When I questioned him about it, Goodman simply said that as long as Cork Marts/IMP were in business, he would do very well. They were prophetic words.

All the meat factories made a fortune in the beef crash of 1974 but IMP undertook a disastrous Israeli forequarter contract which contributed to its eventual demise.

Goodman used the bonanza earnings to dramatically expand his business.

The IFA’s response to his rapid expansion through the purchase of the Lyons of Longford plants, Master Meats, Cahir, Waterford and many more, was essentially pragmatic. He was a man whose cheques never bounced and paid for stock on the day. In meetings, he could be charming and he recognised that the main farm organisation should always be treated courteously and that he himself, no matter how big his company became, should always be available to meet them. He had the same approach with other key players: the Commission, Government departments and the various ministers and State agencies.

A teetotaller and a non-smoker, he was generous with his time and knowledge. No wonder presidents and the most senior IFA personnel found it difficult to fight with him. They had numerous rows with the industry but Goodman was never isolated.

The fact that the Beef Tribunal exposed serious flaws in the conduct in some of his factories and in the allocation of export refunds was of limited interest to farmers. Even in the dark days of examinership in 1990, when the Dáil had to be recalled to save him from bankruptcy, the Goodman group continued to buy cattle and pay for them on the day.

Before that, even his takeover of Bailieborough Co-op was greeted by grudging admiration rather than by farmer opposition or hostility.

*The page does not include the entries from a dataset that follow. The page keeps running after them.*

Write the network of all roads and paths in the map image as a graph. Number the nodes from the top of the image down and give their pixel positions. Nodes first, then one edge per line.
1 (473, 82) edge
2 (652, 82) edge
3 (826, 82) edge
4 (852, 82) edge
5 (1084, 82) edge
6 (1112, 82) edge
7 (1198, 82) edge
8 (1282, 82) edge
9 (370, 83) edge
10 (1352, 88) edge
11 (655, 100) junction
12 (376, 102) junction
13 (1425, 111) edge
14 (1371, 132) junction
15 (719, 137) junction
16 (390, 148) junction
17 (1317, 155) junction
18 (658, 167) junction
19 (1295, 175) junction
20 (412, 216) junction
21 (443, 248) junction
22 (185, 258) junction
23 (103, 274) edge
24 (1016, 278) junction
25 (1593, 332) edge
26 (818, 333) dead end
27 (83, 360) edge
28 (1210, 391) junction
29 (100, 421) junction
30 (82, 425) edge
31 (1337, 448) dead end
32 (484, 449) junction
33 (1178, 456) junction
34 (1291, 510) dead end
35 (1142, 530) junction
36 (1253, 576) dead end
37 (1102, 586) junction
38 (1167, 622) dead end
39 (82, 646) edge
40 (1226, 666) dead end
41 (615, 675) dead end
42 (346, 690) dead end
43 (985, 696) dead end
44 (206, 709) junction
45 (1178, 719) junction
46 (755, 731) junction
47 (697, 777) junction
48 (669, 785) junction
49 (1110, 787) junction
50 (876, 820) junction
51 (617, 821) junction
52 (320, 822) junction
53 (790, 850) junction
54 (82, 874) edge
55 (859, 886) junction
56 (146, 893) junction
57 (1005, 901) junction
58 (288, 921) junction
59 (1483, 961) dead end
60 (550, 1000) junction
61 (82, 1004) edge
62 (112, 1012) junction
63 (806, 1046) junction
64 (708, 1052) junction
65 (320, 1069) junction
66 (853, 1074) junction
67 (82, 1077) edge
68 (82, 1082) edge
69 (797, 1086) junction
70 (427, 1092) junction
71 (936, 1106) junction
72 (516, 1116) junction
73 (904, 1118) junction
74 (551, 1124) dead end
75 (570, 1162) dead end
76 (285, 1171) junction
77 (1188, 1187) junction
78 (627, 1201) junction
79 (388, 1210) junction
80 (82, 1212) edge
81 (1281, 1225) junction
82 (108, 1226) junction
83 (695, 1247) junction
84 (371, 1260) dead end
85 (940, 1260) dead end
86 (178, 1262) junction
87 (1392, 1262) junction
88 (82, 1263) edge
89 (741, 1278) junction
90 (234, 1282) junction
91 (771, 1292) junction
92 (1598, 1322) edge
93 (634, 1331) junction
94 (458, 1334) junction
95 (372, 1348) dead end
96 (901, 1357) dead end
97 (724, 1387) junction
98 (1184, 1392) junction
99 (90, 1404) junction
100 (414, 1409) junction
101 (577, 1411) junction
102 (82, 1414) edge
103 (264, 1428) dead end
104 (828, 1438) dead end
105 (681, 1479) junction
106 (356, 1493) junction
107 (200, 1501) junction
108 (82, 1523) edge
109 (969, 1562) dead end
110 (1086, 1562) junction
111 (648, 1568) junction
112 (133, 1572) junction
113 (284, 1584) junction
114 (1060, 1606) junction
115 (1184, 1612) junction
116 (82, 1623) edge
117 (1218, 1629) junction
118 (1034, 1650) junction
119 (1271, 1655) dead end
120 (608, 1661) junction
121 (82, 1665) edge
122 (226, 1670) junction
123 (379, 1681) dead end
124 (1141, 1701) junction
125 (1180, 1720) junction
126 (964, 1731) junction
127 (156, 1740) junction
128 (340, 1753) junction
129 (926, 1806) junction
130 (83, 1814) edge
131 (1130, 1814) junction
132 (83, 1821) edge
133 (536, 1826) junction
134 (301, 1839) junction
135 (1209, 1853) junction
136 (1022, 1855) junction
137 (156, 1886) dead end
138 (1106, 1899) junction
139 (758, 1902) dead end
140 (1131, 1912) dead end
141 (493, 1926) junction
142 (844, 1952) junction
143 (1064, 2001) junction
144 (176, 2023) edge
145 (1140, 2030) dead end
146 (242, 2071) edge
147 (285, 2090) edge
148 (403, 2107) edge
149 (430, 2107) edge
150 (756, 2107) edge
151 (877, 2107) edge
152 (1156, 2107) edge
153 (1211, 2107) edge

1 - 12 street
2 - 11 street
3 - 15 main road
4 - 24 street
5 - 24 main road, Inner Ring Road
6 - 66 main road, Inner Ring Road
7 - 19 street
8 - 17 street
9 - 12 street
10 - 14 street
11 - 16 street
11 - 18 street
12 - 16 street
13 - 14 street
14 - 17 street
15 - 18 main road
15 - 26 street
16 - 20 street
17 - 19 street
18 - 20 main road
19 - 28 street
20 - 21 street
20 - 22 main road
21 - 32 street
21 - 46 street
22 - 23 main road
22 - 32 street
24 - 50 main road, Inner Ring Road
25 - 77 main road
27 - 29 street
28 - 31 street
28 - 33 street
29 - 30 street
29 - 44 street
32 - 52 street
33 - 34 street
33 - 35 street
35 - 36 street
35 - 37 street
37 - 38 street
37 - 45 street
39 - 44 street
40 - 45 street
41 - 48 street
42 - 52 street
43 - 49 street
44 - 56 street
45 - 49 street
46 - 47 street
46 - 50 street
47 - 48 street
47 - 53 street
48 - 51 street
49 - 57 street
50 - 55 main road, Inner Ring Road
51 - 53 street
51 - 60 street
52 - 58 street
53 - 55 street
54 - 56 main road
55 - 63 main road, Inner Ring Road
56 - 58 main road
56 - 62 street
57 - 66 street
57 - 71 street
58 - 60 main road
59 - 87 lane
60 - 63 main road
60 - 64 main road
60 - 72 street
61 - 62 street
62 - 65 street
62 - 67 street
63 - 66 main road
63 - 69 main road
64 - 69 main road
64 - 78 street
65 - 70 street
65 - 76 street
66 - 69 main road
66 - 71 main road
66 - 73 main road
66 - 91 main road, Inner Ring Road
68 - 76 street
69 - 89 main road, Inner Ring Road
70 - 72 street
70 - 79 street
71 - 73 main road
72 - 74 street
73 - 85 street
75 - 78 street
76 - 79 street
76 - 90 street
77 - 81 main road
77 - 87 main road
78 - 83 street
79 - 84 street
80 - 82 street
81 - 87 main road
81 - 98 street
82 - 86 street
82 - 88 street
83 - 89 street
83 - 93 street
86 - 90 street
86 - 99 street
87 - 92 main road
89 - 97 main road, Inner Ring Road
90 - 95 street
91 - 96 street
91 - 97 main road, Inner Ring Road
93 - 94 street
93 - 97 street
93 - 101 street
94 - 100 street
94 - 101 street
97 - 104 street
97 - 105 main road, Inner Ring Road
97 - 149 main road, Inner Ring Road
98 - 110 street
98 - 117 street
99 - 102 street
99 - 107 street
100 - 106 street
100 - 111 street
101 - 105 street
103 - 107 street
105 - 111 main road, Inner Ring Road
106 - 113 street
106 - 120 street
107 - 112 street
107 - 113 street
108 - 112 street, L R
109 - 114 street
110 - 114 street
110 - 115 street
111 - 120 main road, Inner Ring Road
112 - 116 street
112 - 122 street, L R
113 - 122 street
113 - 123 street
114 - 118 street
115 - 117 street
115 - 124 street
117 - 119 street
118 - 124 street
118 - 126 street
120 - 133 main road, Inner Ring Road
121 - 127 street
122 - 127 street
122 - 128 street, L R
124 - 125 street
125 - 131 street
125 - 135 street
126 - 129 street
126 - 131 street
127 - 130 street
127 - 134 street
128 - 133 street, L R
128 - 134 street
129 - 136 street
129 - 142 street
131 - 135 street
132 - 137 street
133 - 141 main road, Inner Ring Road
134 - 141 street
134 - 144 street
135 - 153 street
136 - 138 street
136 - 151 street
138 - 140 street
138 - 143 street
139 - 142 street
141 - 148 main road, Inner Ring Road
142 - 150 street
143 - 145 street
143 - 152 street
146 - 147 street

In more recent times, there have been murmurs of his apparent undue influence on the effective termination of the live trade in finished cattle from Ireland to Britain, and his ability to influence overall Irish beef prices through his linkage with and purchasing from other Irish operators.

It is not clear if there is a direct linkage between the IFA opposition to the proposed takeover of Bert Allen’s 50% in Slaney Foods and the Goodman group’s decision to suspend the automatic collection of farm organisation levies from farmer suppliers.

But in any event, this is the first time there has been a direct confrontation between the IFA and Larry Goodman. Time will tell whether it’s on the right issue.